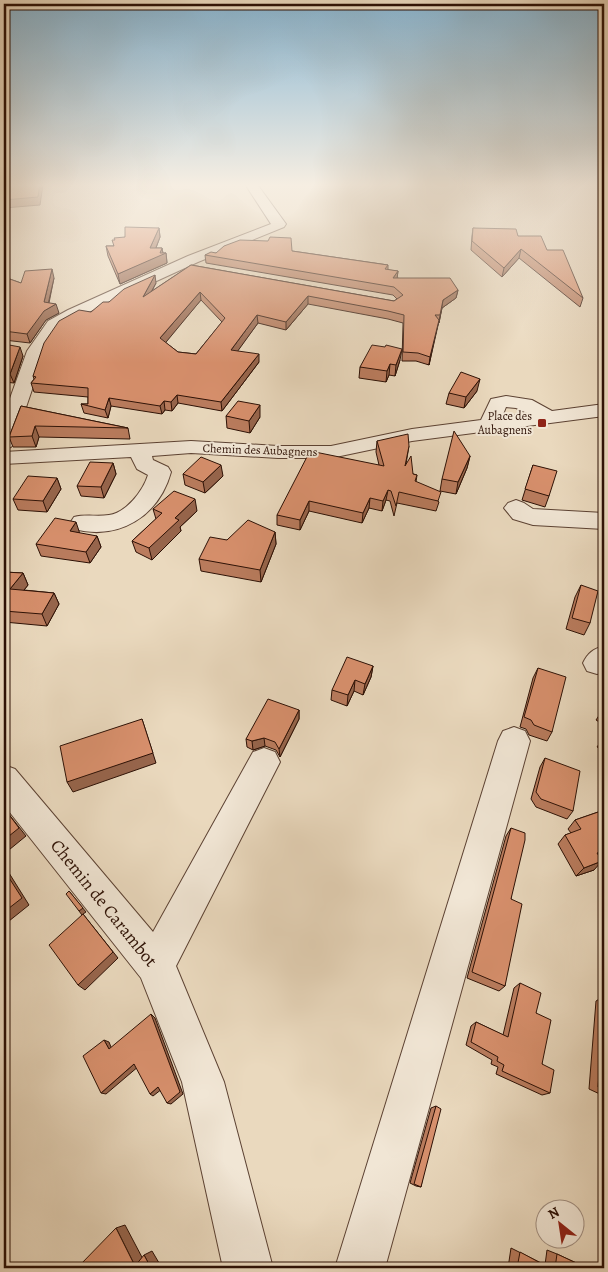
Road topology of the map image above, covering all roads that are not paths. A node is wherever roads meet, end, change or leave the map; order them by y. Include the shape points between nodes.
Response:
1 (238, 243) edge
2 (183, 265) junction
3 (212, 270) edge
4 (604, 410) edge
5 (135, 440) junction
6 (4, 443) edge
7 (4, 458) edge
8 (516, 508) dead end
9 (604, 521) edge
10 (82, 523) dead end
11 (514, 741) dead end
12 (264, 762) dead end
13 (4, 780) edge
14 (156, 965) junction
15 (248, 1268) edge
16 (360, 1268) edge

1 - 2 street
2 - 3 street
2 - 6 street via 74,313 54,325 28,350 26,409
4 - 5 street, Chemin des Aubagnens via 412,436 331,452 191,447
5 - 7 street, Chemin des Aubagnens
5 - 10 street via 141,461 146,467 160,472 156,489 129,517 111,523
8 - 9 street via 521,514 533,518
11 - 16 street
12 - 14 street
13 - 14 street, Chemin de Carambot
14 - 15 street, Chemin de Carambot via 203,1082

- **Work instruction**
Each entry above is to be restated exactly, without its images.

- **Result of the exercise**
Road topology of the map image above, covering all roads that are not paths. A node is wherever roads meet, end, change or leave the map; order them by y. Include the shape points between nodes.
Response:
1 (238, 243) edge
2 (183, 265) junction
3 (212, 270) edge
4 (604, 410) edge
5 (135, 440) junction
6 (4, 443) edge
7 (4, 458) edge
8 (516, 508) dead end
9 (604, 521) edge
10 (82, 523) dead end
11 (514, 741) dead end
12 (264, 762) dead end
13 (4, 780) edge
14 (156, 965) junction
15 (248, 1268) edge
16 (360, 1268) edge

1 - 2 street
2 - 3 street
2 - 6 street via 74,313 54,325 28,350 26,409
4 - 5 street, Chemin des Aubagnens via 412,436 331,452 191,447
5 - 7 street, Chemin des Aubagnens
5 - 10 street via 141,461 146,467 160,472 156,489 129,517 111,523
8 - 9 street via 521,514 533,518
11 - 16 street
12 - 14 street
13 - 14 street, Chemin de Carambot
14 - 15 street, Chemin de Carambot via 203,1082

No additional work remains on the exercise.